Wednesday 3 October 2018

MYSTERY OR MIRACLE WITH 'THE MONSTER FROM MARS'...?


Images copyright MARVEL COMICS.  Cover art (and The
TORCH's
two left hands) JACK KIRBY & DICK AYERS

The MIRACLE MAN, as seen in FANTASTIC FOUR #3, is supposed to be the greatest hypnotist on the planet.  Thing is though, he also seems to be the thickest hypnotist on the planet.  Rather than go to all the bother of hypnotizing everybody so that he can rob jewellery stores and banks and thereby amass a fortune, why not just hypnotize them into thinking he has a wallet full of cash whenever he pops out on his weekly shopping jaunt to Tesco's?  "Say, miss - can you change this $100 note?" he'd say, waving a piece of Monopoly money in front of the checkout girl's fizzog.  It always works for me.

The story doesn't really make any sense, and gives the impression that the hypnotist angle was perhaps a last-minute resolution.  "Why's that?" you ask.  Well, the villain supposedly brings a wood and plaster statue of a 'Monster from Mars', situated outside The BIJOU movie theatre, to life, as witnessed by the FF on the TV news.  It goes on a rampage, destroying cars and crashing through brick walls, before being reduced to ashes by The HUMAN TORCH in a field just outside of town.  "How did The Miracle Man make him move?? How??" asks The Torch.  And we might ask the same question.  According to REED RICHARDS, "The monster never really moved - - he hypnotized us into thinking it did!"

So let me ask the obvious - how do you hypnotize a television camera?  The FF (as well as millions of other TV viewers) were too far away to succumb to MM's power, so all they'd have seen on their screens would've been an immobile statue, not a moving monster.  And if the monster didn't really move, how did it get from outside the movie theatre to the outskirts of town?  Either Stan or Jack, or both of them, hadn't really thought things through with this tale.

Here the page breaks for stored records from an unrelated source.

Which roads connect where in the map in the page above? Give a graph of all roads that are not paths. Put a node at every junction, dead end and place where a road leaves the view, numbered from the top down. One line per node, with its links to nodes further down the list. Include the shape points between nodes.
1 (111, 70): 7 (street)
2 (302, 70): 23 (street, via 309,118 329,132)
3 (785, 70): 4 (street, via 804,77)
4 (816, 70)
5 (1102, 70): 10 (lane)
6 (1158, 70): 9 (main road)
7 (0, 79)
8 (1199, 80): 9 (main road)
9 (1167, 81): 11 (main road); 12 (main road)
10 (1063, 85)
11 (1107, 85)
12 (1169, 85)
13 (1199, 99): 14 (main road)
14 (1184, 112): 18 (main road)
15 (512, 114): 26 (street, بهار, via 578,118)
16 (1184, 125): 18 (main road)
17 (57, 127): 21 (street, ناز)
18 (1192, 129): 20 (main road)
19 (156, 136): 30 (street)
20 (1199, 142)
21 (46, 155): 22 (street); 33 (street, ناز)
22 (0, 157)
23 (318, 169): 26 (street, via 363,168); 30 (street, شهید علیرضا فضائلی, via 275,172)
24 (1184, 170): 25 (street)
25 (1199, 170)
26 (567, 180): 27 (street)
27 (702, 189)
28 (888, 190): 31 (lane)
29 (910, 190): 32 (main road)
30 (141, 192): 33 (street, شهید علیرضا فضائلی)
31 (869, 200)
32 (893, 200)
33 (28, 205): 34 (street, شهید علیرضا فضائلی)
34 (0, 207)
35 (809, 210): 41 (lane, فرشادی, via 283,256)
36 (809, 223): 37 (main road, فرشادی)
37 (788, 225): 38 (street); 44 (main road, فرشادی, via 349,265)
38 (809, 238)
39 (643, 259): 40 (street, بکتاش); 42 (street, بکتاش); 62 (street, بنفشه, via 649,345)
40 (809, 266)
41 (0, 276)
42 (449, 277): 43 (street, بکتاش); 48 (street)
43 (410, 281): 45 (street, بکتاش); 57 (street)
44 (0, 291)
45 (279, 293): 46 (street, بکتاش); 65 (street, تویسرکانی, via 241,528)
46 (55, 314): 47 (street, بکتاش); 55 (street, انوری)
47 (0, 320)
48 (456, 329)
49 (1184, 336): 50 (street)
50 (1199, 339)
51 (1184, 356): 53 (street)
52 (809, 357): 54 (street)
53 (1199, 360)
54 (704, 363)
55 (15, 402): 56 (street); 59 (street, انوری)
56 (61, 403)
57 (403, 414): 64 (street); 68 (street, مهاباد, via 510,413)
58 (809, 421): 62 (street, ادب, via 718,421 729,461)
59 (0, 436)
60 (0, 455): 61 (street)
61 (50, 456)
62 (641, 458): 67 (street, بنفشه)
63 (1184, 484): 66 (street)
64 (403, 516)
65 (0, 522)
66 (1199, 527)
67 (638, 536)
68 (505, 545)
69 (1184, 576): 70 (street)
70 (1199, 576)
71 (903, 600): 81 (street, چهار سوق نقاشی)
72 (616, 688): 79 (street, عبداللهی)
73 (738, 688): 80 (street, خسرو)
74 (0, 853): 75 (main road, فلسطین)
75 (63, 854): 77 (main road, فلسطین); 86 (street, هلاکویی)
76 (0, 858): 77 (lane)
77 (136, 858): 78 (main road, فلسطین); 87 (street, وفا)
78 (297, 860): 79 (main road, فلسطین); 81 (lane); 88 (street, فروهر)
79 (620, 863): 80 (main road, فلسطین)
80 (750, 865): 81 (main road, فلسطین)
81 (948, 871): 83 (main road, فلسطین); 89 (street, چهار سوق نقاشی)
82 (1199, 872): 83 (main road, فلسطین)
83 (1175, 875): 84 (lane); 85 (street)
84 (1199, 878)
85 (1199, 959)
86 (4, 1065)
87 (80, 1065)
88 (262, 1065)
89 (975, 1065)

One can multiply examples of this kind of oversight a thousandfold with the application of a little thought when reading these bygone classics of yesteryear.  However, perhaps I'm being a little harsh.  These stories were intended to be read by undemanding kids who were only interested in action, adventure and excitement - logic was never part of the package and it hardly seemed to matter as long as the story thrilled and entertained its young readership.

Remember, we're talking about 'long-underwear characters' - absurdity is inherent in the basic premise from the get-go.  So, next time you're reading your favourite comic, don't get hung up on the details - just enjoy it for what it is.  Unless, that is, it takes itself so seriously that the writer deserves a slap on the head if you ever run into him.  (And, if so, give him a good slap from me while you're about it.)